== Segment start ==

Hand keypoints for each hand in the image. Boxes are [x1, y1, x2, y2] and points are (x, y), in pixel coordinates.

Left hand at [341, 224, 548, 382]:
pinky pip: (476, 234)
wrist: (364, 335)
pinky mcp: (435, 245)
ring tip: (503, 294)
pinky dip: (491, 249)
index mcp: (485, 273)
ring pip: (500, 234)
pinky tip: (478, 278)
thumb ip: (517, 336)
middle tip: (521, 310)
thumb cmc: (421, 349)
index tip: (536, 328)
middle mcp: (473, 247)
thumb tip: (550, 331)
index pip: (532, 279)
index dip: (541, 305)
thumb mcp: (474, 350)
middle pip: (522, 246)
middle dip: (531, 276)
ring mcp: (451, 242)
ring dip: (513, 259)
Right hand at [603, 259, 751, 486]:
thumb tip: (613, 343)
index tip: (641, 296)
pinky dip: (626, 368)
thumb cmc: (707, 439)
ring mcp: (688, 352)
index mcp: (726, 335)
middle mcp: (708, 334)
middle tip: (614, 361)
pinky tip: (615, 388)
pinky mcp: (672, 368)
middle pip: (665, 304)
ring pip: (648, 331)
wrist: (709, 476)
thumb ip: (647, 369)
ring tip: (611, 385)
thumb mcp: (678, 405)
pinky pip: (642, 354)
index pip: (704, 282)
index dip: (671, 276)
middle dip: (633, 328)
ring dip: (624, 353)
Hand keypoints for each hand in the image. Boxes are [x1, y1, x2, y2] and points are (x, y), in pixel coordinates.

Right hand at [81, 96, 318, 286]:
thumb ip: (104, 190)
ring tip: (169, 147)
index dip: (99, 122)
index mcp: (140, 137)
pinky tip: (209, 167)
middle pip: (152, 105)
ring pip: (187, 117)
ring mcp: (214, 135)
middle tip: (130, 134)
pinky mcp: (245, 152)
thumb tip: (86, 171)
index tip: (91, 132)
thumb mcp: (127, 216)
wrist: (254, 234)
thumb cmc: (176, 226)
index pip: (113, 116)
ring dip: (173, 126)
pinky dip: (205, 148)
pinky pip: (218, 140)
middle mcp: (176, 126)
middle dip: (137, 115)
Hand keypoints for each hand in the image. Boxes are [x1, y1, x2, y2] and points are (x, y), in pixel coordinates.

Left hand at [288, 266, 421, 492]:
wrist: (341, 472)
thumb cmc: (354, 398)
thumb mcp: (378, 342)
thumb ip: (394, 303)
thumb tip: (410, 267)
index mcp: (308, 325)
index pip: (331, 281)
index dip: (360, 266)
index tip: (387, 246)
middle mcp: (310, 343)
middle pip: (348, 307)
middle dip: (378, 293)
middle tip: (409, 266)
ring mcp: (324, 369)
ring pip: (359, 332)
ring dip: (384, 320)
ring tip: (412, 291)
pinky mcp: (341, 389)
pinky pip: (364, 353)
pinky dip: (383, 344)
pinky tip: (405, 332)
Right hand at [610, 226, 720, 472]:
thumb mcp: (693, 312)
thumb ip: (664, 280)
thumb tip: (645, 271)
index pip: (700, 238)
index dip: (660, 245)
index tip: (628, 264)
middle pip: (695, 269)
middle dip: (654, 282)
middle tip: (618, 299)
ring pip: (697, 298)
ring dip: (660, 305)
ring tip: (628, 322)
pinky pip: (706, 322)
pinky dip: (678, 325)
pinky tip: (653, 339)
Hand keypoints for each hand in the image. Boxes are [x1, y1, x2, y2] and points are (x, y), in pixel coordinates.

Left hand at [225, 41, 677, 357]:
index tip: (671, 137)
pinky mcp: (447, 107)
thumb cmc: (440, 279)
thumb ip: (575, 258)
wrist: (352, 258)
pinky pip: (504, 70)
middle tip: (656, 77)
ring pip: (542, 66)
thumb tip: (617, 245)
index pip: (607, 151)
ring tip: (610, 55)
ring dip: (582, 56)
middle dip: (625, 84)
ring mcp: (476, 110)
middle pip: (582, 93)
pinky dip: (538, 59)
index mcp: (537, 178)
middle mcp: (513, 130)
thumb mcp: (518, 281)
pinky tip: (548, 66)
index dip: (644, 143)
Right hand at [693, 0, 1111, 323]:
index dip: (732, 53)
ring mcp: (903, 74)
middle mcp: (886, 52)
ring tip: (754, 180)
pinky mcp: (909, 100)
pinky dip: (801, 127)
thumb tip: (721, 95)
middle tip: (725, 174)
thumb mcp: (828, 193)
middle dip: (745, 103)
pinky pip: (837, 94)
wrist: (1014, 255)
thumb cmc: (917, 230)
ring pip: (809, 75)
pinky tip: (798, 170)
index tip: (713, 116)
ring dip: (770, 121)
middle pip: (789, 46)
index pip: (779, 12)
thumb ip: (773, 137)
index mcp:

== Segment end ==

(Task to carry out) Copy only this part of the entries above: the line with "middle tip: (614, 361)", the line with "thumb cmc: (354, 398)", and the lines between, all exactly as written.

(Written answer)
middle tip: (614, 361)
pinky tip: (615, 388)
pinky mcp: (672, 368)
middle pip: (665, 304)
ring pip: (648, 331)
wrist: (709, 476)
thumb ip: (647, 369)
ring tip: (611, 385)
thumb mcp: (678, 405)
pinky pip: (642, 354)
index pip: (704, 282)
index dip: (671, 276)
middle dip: (633, 328)
ring dip: (624, 353)
Hand keypoints for each hand in the image. Boxes are [x1, y1, x2, y2] and points are (x, y), in pixel coordinates.

Right hand at [81, 96, 318, 286]:
thumb ip: (104, 190)
ring tip: (169, 147)
index dip: (99, 122)
index mcp: (140, 137)
pinky tip: (209, 167)
middle pip: (152, 105)
ring pip: (187, 117)
ring mcp: (214, 135)
middle tip: (130, 134)
pinky mcp: (245, 152)
thumb tip: (86, 171)
index tip: (91, 132)
thumb mcp: (127, 216)
wrist: (254, 234)
thumb cmc: (176, 226)
index pip: (113, 116)
ring dip: (173, 126)
pinky dip: (205, 148)
pinky pip: (218, 140)
middle mcp: (176, 126)
middle dip: (137, 115)
Hand keypoints for each hand in the image. Boxes are [x1, y1, x2, y2] and points are (x, y), in pixel coordinates.

Left hand at [288, 266, 421, 492]:
wrist: (341, 472)
thumb cmc: (354, 398)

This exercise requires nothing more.